If you are going to incorporate Time Shifts into your story, be sure to ask these all important questions to prevent bogging your work down with unnecessary and slow-moving information. Learning how to cut the fat will allow you to create a smooth, tension-filled plot that will keep your reader coming back for more.

How to Effectively Handle Time Shifts in Your Story

Our final article addressed a bit more of the technical tools you can use to create timelines. Jamie Todd Rubin’s article, Building and Managing Story Timelines in Scrivener offers an in-depth look at Scrivener with step by step instructions for developing your own timeline.

Building and managing story timelines using Scrivener

OWLS members had a chance over the past few months to read through the proposed by-laws for the Ogle-Winnebago Literary Society and this month’s meeting was the final vote to either adopt or reject them. After going over a minor change, the by-laws were proposed by Dawn Johnson and seconded by Sharon Boehlefeld. The vote was then taken and carried unanimously by all present. This begins the 2017 fiscal year for OWLS and the beginning of our fourth year!

The final topic to discuss was the “The Only Story” writing contest. Due to the website being temporarily down, the decision was made to put off the announcement until the website was back up and running. Now that it has been fixed the results will be soon be posted.

Looking forward to the end of the year meetings, the November meeting will be held at the Cardinal Cafe in Stillman Valley on 15 November 2106 at 1:00 p.m. Come early if you want to grab a bite to eat.
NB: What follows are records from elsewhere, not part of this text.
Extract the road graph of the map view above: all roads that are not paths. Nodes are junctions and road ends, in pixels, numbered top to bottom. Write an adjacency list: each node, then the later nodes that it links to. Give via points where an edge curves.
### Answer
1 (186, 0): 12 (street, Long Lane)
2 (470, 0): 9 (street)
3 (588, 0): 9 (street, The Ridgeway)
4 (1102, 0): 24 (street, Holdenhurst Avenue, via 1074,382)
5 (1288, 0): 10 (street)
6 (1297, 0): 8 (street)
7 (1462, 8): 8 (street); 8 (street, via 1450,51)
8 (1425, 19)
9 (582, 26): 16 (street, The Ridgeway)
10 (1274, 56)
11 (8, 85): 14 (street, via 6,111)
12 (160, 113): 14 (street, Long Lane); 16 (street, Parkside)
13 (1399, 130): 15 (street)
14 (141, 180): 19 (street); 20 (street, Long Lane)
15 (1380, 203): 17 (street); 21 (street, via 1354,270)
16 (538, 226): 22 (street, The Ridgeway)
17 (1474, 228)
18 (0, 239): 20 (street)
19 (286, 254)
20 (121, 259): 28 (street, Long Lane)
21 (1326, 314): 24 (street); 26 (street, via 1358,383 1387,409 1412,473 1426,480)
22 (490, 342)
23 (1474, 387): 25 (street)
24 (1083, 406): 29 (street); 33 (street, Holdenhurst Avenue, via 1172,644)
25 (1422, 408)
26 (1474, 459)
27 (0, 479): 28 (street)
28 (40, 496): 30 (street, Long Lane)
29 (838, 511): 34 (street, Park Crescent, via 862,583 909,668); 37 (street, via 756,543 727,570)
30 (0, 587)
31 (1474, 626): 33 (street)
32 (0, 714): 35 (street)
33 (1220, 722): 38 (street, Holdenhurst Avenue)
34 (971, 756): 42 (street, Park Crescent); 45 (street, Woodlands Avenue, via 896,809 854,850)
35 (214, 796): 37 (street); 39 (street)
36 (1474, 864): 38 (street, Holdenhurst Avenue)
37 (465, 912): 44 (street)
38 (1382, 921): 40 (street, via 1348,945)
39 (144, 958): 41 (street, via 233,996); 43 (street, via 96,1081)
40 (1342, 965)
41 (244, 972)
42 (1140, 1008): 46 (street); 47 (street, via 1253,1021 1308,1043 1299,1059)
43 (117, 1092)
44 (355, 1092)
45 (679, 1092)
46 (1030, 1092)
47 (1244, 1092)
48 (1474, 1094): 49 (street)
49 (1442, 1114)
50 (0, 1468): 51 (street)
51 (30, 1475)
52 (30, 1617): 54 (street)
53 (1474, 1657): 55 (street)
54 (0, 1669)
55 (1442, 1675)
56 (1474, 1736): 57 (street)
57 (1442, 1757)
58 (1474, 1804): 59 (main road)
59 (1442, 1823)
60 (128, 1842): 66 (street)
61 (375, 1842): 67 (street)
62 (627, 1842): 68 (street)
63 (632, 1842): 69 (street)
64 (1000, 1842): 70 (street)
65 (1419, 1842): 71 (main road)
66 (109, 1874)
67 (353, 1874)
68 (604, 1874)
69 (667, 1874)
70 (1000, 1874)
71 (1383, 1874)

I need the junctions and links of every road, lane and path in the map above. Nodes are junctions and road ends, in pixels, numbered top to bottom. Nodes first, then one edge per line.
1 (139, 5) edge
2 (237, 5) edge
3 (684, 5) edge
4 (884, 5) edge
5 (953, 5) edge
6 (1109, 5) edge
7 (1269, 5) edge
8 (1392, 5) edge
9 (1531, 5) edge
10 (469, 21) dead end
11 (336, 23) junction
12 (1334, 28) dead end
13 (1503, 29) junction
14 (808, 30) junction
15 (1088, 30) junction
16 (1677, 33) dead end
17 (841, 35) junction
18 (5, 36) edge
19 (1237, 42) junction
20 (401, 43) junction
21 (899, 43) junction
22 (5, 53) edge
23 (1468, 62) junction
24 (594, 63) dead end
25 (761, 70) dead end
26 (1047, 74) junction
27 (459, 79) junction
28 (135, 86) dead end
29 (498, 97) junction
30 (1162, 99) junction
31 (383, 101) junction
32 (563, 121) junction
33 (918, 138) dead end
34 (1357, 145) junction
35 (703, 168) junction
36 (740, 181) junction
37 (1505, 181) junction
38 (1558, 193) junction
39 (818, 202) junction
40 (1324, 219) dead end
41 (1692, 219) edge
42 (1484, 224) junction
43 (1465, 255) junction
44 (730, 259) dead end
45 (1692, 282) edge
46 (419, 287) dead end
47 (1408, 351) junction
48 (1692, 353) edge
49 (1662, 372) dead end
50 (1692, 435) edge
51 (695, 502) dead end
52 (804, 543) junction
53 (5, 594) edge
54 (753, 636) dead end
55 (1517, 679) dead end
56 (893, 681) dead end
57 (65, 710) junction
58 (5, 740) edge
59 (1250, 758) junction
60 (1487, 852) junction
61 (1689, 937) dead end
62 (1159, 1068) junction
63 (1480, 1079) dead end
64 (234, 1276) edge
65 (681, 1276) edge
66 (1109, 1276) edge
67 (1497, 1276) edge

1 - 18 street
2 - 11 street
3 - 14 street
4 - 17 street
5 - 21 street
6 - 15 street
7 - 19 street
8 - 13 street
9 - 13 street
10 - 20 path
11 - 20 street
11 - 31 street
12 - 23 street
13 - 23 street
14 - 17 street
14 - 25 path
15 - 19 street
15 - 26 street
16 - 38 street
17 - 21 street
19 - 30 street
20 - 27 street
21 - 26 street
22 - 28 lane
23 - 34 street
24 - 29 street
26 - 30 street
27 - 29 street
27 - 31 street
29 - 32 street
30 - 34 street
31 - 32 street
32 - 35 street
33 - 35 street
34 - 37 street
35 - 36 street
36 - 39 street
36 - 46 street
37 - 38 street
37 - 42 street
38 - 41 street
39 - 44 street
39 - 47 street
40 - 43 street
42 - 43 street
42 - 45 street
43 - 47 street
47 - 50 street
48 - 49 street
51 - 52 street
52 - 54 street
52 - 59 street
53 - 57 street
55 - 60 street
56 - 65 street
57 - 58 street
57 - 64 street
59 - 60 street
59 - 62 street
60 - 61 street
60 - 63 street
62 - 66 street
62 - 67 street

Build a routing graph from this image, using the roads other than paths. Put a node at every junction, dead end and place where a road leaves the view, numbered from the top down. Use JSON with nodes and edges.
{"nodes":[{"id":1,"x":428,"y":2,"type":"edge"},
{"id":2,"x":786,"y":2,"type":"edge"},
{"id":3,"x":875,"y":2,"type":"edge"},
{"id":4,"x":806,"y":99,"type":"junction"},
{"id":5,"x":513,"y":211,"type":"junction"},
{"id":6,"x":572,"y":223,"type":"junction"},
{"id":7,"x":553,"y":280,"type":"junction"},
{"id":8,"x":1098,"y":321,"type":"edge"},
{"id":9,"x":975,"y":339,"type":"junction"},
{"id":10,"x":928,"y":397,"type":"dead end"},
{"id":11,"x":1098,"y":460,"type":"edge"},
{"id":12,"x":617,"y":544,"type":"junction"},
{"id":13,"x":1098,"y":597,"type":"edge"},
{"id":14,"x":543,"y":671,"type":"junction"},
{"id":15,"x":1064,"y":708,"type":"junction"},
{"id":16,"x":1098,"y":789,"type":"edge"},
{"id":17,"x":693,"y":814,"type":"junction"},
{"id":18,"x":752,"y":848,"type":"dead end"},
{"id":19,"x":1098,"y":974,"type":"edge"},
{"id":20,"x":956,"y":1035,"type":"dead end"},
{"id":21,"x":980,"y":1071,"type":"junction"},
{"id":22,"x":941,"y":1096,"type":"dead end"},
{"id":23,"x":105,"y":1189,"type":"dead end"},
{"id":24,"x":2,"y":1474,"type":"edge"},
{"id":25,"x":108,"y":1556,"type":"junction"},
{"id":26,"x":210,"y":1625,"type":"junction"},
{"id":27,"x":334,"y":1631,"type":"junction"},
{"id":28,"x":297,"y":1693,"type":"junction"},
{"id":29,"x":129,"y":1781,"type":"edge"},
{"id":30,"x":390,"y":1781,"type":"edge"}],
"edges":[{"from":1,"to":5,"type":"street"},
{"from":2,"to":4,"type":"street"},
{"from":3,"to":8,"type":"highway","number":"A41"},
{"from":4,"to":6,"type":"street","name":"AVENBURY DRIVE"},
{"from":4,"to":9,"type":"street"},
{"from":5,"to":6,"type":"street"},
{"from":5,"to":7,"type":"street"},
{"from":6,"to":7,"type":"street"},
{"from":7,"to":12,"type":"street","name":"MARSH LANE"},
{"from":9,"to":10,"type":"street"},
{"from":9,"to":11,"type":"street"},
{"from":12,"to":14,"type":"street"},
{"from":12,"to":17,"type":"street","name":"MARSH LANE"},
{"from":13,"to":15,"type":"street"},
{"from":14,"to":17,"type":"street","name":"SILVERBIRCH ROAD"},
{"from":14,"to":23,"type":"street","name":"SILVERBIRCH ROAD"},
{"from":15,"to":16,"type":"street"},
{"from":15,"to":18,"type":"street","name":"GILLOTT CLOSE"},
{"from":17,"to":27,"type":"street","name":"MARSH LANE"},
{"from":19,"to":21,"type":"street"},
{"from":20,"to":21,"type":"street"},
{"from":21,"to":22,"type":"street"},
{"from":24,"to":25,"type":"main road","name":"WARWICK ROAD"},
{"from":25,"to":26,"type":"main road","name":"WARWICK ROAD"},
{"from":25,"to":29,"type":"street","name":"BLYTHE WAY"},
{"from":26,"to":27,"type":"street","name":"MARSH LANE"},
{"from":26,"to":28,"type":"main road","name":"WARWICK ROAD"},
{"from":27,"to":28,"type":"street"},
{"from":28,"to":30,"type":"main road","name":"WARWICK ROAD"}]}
Due to the holidays, we will not be having our usual meeting in December, but will instead we will host a dinner at the Thunder Bay Grille at 7652 Potawatomi Trail, Rockford, IL 61107 on 2 December 2016. Cocktails will be served at 6:00 p.m. and dinner will be at 6:30 p.m. Dinner will be dutch treat and spouses and families are invited to attend. We request a firm commitment by no later than November 30th of all guests attending.